Rain was falling softly and the air was fragrant on the spring day this year that I shot the image, with my camera exposed I was mindful of the brooding clouds in the distance. If you look carefully, you can see the rain skittering across the wind-blown surface of the water at the confluence of the two rivers.

This is an HDR blend of nine exposures, each shot at a moderate wide-angle, ISO 100, and f/11. Shutter speeds ranged from 1/5 of a second to 1/320 of a second. I used a polarizing filter and a tripod.

Related images: Morning on the Lot River and Overlooking the Dordogne River.

Morning on the Lot River

Meandering by slow roads, I crossed and recrossed the Lot River in the southwest of France. Parking by the river, a trail led me back along cliffs for about a mile. There were ancient steps carved in the rock down to the water, and I descended. Pausing, I looked down in the almost still reflection of the river—losing myself in water that seemed directionless and mystical in the early morning light.

Morning on the Lot River © Harold Davis

Morning on the Lot River © Harold Davis

Riders on the Storm meets Christina’s World

In the surprising uplands of Dordogne and Lot in the southwest of France high alkaline plateaus are bisected by deep river valleys. You’ll find medieval towns and castles, with markers from the history of the bloody 100 years war.
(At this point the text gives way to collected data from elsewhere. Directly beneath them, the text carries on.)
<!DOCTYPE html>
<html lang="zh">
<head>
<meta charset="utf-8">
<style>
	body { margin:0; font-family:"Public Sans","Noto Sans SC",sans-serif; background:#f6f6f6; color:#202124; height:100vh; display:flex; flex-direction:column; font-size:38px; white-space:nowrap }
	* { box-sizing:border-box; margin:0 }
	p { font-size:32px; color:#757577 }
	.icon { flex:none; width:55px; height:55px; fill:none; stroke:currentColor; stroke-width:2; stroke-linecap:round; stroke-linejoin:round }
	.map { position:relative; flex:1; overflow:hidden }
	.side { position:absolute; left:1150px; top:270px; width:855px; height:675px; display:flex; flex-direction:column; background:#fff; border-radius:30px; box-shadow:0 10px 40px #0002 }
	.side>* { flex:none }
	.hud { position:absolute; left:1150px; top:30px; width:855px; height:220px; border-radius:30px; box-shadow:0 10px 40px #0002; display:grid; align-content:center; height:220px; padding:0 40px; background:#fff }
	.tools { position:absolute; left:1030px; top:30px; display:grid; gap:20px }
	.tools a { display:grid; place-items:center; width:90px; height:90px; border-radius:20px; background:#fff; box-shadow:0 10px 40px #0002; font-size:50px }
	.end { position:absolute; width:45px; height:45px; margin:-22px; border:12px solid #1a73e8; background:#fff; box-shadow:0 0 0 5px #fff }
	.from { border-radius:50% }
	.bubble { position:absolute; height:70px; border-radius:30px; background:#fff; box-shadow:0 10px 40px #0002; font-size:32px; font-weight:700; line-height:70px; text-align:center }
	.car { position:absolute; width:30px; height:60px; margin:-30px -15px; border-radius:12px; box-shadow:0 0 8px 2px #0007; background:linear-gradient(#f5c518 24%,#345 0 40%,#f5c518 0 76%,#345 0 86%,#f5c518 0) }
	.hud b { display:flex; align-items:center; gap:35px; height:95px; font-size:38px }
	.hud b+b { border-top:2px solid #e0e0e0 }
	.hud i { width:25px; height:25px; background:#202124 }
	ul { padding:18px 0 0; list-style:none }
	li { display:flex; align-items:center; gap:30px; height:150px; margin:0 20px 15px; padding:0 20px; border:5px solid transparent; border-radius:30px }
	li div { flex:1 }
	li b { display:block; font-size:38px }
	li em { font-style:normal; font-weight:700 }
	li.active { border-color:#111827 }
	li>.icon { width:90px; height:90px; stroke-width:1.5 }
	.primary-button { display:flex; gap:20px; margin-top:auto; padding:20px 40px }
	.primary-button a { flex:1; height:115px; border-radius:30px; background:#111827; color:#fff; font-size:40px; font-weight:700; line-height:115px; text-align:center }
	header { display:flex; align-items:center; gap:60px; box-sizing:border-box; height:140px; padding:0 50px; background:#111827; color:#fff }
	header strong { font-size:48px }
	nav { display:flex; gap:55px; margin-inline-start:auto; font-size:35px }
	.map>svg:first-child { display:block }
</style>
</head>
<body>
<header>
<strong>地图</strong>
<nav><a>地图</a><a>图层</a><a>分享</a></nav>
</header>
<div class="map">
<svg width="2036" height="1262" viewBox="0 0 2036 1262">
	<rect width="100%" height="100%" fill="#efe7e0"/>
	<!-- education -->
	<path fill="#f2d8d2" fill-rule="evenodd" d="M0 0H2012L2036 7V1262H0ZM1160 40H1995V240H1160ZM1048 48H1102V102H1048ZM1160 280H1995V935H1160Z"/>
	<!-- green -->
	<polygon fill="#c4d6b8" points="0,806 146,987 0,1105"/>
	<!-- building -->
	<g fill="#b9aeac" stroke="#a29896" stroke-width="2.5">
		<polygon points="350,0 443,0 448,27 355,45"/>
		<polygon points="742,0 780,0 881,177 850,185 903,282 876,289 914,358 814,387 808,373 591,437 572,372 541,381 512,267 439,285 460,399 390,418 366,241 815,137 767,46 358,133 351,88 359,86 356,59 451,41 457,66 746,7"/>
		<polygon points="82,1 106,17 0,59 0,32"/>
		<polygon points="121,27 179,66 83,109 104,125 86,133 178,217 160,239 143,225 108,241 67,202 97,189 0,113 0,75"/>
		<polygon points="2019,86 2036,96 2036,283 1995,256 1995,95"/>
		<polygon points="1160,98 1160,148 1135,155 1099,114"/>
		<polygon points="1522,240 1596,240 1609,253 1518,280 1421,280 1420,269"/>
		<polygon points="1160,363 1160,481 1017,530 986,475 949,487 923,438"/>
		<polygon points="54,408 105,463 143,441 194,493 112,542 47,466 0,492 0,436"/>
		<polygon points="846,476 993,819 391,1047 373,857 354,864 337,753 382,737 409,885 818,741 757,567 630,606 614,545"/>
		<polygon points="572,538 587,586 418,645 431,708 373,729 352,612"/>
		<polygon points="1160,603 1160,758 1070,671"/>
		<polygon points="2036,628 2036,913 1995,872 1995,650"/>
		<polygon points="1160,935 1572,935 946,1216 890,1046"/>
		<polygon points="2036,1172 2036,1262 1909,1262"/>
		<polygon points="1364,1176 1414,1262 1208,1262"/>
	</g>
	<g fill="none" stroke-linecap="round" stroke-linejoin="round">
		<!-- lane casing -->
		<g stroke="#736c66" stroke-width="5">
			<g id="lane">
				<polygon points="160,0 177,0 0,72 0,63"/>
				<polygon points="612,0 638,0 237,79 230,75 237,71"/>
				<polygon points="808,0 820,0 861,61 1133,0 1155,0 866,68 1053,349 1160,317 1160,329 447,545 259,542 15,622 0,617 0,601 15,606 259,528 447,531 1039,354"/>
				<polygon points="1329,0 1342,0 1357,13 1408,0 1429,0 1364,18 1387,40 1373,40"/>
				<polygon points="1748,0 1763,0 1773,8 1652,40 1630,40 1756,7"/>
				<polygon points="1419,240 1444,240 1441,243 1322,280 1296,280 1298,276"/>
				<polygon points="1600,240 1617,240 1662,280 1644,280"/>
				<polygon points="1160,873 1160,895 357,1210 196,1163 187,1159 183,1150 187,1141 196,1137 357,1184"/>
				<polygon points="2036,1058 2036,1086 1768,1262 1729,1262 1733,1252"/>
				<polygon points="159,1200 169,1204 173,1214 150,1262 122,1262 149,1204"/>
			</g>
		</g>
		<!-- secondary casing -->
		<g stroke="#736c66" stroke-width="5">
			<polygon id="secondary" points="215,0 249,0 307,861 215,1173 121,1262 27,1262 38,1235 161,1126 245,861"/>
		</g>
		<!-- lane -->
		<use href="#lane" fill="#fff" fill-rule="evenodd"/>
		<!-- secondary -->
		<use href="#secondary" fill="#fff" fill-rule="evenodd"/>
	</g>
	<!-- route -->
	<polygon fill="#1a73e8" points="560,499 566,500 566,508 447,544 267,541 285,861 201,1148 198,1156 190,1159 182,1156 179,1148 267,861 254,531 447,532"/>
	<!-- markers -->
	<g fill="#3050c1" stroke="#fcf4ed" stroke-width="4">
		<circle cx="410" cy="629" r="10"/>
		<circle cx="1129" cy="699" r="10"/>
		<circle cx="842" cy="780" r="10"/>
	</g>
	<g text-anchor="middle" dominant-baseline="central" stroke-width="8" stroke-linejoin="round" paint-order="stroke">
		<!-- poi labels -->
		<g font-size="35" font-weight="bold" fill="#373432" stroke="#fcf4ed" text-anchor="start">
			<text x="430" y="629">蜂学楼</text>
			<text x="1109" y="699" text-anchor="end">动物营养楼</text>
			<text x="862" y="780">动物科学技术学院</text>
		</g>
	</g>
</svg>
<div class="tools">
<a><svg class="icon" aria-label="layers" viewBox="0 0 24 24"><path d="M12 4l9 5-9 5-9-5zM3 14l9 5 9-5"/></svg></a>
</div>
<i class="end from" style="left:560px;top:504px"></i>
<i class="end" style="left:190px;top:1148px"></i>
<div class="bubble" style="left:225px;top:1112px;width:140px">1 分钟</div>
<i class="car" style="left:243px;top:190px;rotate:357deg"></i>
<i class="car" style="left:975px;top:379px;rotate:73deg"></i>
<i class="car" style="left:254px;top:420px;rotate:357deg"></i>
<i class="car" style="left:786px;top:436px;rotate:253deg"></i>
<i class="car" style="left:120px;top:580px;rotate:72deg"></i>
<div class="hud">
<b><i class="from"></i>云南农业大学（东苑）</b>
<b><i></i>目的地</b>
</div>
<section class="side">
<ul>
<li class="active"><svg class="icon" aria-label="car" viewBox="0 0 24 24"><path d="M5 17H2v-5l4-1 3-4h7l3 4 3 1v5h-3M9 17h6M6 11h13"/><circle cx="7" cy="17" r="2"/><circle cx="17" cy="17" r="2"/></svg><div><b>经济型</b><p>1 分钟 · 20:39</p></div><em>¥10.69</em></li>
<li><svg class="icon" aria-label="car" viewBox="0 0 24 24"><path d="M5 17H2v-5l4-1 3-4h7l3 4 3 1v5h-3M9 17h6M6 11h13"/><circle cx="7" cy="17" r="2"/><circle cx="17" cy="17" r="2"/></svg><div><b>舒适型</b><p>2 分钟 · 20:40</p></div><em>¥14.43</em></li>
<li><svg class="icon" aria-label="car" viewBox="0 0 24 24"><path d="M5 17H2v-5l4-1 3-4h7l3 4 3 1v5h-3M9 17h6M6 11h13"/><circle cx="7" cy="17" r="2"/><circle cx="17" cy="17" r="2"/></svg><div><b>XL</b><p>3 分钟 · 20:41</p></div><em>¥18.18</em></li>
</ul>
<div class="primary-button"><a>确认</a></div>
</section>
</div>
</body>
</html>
The Brits may not have conquered back then, but today they’ve taken over, with everything from modest vacation bungalows to gated chateaus and estates.
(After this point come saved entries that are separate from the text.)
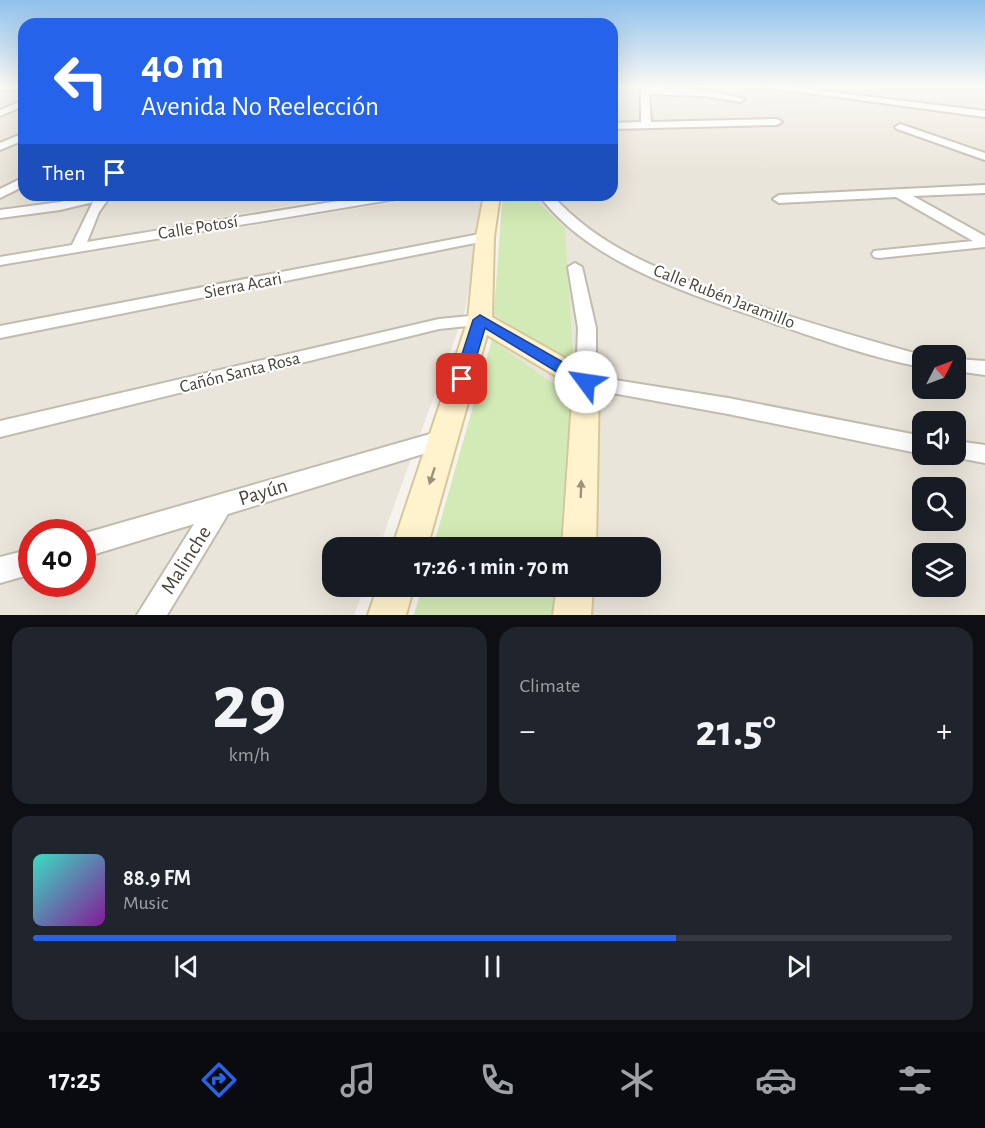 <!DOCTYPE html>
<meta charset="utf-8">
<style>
:root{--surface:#171b24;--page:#20242c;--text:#f1f3f6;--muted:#9ea1a6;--line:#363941;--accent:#2563eb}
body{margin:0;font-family:"Alegreya Sans",sans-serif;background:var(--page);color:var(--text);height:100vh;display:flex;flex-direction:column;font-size:22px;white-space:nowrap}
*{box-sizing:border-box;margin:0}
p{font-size:20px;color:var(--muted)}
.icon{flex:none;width:33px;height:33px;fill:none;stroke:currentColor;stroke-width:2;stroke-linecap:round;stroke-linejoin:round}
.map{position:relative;height:615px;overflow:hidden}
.drawer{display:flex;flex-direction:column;gap:12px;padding:12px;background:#0d0f14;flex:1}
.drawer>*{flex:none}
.banner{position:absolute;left:18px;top:18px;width:600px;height:183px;border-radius:18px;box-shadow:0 6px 24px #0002;background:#2563eb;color:#fff;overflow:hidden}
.needle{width:39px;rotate:48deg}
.buttons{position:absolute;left:912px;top:345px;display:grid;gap:12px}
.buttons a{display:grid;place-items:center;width:54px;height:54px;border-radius:12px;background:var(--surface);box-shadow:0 6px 24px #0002;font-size:30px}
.speed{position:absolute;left:18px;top:519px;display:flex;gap:12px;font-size:30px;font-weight:700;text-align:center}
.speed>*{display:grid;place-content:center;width:78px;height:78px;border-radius:50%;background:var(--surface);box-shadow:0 6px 24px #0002;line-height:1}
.speed .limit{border:9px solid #d22;background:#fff;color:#111}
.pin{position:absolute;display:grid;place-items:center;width:51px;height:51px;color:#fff;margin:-26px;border-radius:12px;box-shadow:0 3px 9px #0006}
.me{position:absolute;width:66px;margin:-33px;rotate:301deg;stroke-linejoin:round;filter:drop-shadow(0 0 4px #0008)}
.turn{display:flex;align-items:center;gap:21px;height:126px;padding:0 24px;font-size:27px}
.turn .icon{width:78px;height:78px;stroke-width:2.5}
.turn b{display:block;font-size:42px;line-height:51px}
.then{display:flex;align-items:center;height:57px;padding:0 24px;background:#0003;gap:12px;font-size:22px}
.big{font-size:45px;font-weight:700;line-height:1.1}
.drawer .card{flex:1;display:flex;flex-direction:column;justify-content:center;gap:9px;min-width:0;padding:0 21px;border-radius:18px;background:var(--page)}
.drawer .dial{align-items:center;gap:0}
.dial b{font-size:78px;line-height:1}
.song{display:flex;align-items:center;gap:18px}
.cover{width:72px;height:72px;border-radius:9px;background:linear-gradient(135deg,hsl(170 70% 55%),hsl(290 70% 35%))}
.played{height:6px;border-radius:3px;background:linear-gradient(90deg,var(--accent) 70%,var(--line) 70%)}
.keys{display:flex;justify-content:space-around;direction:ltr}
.heat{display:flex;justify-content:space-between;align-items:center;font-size:33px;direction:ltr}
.drawer .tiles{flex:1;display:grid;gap:12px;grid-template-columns:1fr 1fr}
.card:last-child{grid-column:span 2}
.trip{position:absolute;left:322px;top:537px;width:339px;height:60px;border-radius:18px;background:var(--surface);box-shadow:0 6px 24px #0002;font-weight:700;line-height:60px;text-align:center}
.tabs{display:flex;height:96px;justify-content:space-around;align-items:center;background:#090b0e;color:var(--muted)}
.tabs .icon{width:42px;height:42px}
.tabs .current{color:var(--accent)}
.tabs b{font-size:27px;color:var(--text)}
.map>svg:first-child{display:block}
.residential{fill:#eae5da;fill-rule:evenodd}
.green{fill:#d2eab5}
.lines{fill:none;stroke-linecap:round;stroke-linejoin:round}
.street-casing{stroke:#c2bbae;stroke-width:4}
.secondary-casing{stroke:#d6c79b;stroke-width:4}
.street{fill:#fff;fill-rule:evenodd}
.secondary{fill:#fff3cd;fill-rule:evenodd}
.oneway{fill:#9c937c}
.route{fill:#2563eb;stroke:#184099;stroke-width:1.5}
.labels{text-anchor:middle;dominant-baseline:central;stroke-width:4.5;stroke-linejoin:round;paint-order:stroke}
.street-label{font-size:18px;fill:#4b4439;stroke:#fff}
.near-street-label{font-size:21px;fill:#4b4439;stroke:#fff}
</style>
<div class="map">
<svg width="985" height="615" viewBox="0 0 985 615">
<rect width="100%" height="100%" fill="#f6f3ec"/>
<path class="residential" d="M 0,87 L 24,87 L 24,195 L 352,195 L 0,255 Z
M 612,87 L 985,87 L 985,615 L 414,615 L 422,587 L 651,586 L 651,548 L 433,547 L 492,340 L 502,198 L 503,195 L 612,195 ZM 922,356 L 956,356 L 956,388 L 922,388 ZM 922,422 L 956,422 L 956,454 L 922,454 ZM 922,488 L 956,488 L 956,520 L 922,520 ZM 922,554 L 956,554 L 956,586 L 922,586 Z
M 438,195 L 484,195 L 465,311 L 379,547 L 333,548 L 333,586 L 365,587 L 354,615 L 0,615 L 0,267 ZM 32,532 L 82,532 L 82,584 L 32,584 Z"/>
<path class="green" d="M 503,195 L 538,195 L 541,205 L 565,228 L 574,367 L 494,314 Z
M 492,340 L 576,400 L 561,547 L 433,548 Z
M 422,587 L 557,587 L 554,615 L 414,615 Z"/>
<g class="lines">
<defs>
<path id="street" d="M 0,87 L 24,87 L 24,90 L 0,90 Z
M 641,87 L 704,90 L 745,99 L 741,102 L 704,96 L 649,94 L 651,122 L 777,119 L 782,122 L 777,125 L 612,129 L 612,123 L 641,122 Z
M 764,87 L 791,87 L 985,111 L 985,117 Z
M 24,100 L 24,106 L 0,116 L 0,110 Z
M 900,124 L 985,153 L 985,160 L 897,129 L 895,127 Z
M 24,133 L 24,140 L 0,150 L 0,143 Z
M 24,177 L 24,186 L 0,198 L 0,189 Z
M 985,185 L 985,193 L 913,196 L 985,236 L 985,247 L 879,258 L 874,257 L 872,254 L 874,251 L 973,241 L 896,197 L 779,203 L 773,199 L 779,195 Z
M 90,195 L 111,195 L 99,212 L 87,242 L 374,195 L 402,195 L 396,199 L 0,265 L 0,257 L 72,245 L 93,202 L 60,210 L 0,218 L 0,210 L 60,202 Z
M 539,195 L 552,195 C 597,246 661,271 724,294 C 790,318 857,337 925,356 L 922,356 L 922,367 C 872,358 822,340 773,323 C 695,295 590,265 539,195 Z
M 485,233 L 492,237 L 490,240 L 0,338 L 0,326 Z
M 575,263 L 582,267 L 596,328 L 596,377 L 728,398 L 922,436 L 922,454 L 728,414 L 579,387 L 576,382 L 578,328 L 568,267 Z
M 480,315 L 486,316 L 488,320 L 486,324 L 439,329 L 0,437 L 0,421 L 439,319 Z
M 956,359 L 985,361 L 985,375 L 956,371 Z
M 444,430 L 452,433 L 455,439 L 452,445 L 228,514 L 167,615 L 137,615 L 194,524 L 82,558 L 82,534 Z
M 956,441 L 985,445 L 985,463 L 948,456 L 947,454 L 956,454 Z
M 32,549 L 32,574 L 0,583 L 0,557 Z"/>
<path id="secondary" d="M 484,195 L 500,195 L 494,237 L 492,317 L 595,375 L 599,382 L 596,548 L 562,548 L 573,386 L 487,335 L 427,548 L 392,548 L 468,320 L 476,237 Z
M 378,586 L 414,586 L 406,615 L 368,615 Z
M 557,586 L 593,586 L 591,615 L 553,615 Z"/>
</defs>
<use href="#street" class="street-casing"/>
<use href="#secondary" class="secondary-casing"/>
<use href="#street" class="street"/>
<use href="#secondary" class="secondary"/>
</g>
<defs><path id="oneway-solid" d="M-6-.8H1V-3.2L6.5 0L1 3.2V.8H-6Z" transform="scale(1.5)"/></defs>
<g class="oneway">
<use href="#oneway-solid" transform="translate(432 476) rotate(108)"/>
<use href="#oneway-solid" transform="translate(581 489) rotate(-88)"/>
</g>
<linearGradient id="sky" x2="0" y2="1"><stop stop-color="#8fc1ec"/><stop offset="0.5" stop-color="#fbfaf6"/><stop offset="1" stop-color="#fbfaf6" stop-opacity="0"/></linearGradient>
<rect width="985" height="173" fill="url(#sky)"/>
<path class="route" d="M 480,315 L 591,378 L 594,382 L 591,386 L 580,386 L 485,328 L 470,379 L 468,383 L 457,383 L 454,379 L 473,320 Z"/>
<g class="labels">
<g class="street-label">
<text transform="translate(198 228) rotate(-9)">Calle Potosí</text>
<text transform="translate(243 286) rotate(-11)">Sierra Acari</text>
<text transform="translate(724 297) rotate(21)">Calle Rubén Jaramillo</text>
<text transform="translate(240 373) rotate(-14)">Cañón Santa Rosa</text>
</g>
<g class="near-street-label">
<text transform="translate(263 492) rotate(-17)">Payún</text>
<text transform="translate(186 560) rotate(-58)">Malinche</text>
</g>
</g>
</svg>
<div class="buttons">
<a><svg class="needle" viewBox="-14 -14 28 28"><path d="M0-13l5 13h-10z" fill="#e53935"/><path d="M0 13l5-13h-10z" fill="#9ea1a6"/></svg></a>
<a><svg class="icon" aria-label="sound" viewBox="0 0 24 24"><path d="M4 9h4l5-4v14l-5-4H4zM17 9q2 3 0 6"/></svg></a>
<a><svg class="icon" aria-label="search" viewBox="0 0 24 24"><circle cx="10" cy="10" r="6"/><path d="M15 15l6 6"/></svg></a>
<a><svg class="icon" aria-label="layers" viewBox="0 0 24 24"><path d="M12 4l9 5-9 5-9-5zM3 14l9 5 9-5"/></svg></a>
</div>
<div class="speed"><div class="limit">40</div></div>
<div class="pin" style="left:462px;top:379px;background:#d93025"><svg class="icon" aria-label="arrive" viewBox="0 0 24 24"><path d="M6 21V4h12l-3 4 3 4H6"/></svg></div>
<svg class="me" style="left:586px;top:382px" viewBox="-20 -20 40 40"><circle r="19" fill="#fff"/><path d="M0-13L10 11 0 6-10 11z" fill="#2563eb"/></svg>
<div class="trip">17:26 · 1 min · 70 m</div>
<div class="banner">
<div class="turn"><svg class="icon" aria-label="left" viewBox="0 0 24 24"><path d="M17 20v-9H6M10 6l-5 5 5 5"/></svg><div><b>40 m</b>Avenida No Reelección</div></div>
<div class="then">Then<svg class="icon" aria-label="arrive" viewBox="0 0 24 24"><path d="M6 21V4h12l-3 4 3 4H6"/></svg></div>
</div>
</div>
<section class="drawer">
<div class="tiles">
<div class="card dial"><b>29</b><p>km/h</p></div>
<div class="card"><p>Climate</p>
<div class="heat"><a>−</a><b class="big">21.5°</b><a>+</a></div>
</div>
<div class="card">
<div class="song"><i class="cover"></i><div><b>88.9 FM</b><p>Music</p></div></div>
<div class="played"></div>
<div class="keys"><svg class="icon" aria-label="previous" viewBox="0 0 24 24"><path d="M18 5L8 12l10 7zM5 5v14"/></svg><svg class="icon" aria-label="pause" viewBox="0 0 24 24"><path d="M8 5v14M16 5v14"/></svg><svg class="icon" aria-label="next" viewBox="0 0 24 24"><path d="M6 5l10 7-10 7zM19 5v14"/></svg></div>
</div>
</div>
</section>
<nav class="tabs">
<b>17:25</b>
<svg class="icon current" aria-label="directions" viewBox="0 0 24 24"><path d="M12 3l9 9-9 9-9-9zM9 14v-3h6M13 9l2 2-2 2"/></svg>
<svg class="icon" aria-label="music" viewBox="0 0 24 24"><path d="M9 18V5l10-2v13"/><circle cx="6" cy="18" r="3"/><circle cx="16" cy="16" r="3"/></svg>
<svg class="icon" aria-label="phone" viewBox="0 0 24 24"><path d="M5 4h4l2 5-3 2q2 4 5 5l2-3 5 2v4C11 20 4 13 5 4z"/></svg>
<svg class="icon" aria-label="climate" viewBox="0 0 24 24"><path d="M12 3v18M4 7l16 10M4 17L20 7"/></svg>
<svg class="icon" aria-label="car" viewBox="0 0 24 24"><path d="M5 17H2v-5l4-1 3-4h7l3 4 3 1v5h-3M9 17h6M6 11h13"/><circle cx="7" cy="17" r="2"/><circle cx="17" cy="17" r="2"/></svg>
<svg class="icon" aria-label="filters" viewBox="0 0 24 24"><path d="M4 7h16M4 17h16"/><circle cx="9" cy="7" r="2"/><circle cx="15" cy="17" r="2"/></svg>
</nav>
Riders on the Storm © Harold Davis

Riders on the Storm © Harold Davis

Exploring the back country, in the smallest hamlets I could find, were also abandoned farms and ruined buildings. I paused in Saint-Romain, ahead of the storm, to photograph this farm house, intricate in its construction and picturesque in its decay. The wind whistled through the grass in the fields, with a sound as desolate as the abandoned buildings. The only thing missing was Christina, I thought, disassembling my camera and tripod and turning away as the first drops of rain began to fall.

Sainte Croixe de Beaumont

Way off the beaten track in the southwest of France, I stopped to photograph the ancient church at Sainte Croixe de Beaumont. This complex belonged to the Knights Templar, and is mostly abandoned. The interior of the church is still in decent shape, but the other buildings are heading for ruin.

Oncoming Storm over Sainte Croixe © Harold Davis

Oncoming Storm over Sainte Croixe © Harold Davis

All morning it had been threatening to rain, with swiftly moving clouds overhead. As I wandered through the fields with my camera on the tripod, the oncoming storm burst, and I made haste to take refuge in an abandoned building where I could protect my gear.